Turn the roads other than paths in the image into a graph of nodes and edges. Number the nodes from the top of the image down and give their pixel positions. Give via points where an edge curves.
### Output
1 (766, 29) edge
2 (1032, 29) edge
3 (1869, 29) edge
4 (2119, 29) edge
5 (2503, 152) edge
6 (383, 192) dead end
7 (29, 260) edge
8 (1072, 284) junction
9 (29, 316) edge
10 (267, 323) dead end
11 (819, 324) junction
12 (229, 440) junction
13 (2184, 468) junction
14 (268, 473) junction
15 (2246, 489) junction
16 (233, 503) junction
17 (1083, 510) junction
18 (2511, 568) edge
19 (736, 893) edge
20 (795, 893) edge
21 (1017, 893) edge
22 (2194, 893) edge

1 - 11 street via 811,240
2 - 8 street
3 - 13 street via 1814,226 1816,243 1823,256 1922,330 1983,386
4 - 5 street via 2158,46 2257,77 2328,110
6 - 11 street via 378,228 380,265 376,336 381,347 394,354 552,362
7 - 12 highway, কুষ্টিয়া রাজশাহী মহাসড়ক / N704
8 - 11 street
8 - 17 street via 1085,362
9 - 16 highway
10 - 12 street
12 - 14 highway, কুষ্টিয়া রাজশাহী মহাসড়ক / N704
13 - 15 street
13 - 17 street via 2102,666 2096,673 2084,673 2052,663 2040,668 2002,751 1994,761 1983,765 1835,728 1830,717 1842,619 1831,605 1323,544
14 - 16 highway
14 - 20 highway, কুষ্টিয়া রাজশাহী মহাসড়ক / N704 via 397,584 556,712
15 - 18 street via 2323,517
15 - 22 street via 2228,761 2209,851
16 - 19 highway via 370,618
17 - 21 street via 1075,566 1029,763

▶ [What the task requires]:
Word for word, restate each of the records above.

▶ [The answer]:
Turn the roads other than paths in the image into a graph of nodes and edges. Number the nodes from the top of the image down and give their pixel positions. Give via points where an edge curves.
### Output
1 (766, 29) edge
2 (1032, 29) edge
3 (1869, 29) edge
4 (2119, 29) edge
5 (2503, 152) edge
6 (383, 192) dead end
7 (29, 260) edge
8 (1072, 284) junction
9 (29, 316) edge
10 (267, 323) dead end
11 (819, 324) junction
12 (229, 440) junction
13 (2184, 468) junction
14 (268, 473) junction
15 (2246, 489) junction
16 (233, 503) junction
17 (1083, 510) junction
18 (2511, 568) edge
19 (736, 893) edge
20 (795, 893) edge
21 (1017, 893) edge
22 (2194, 893) edge

1 - 11 street via 811,240
2 - 8 street
3 - 13 street via 1814,226 1816,243 1823,256 1922,330 1983,386
4 - 5 street via 2158,46 2257,77 2328,110
6 - 11 street via 378,228 380,265 376,336 381,347 394,354 552,362
7 - 12 highway, কুষ্টিয়া রাজশাহী মহাসড়ক / N704
8 - 11 street
8 - 17 street via 1085,362
9 - 16 highway
10 - 12 street
12 - 14 highway, কুষ্টিয়া রাজশাহী মহাসড়ক / N704
13 - 15 street
13 - 17 street via 2102,666 2096,673 2084,673 2052,663 2040,668 2002,751 1994,761 1983,765 1835,728 1830,717 1842,619 1831,605 1323,544
14 - 16 highway
14 - 20 highway, কুষ্টিয়া রাজশাহী মহাসড়ক / N704 via 397,584 556,712
15 - 18 street via 2323,517
15 - 22 street via 2228,761 2209,851
16 - 19 highway via 370,618
17 - 21 street via 1075,566 1029,763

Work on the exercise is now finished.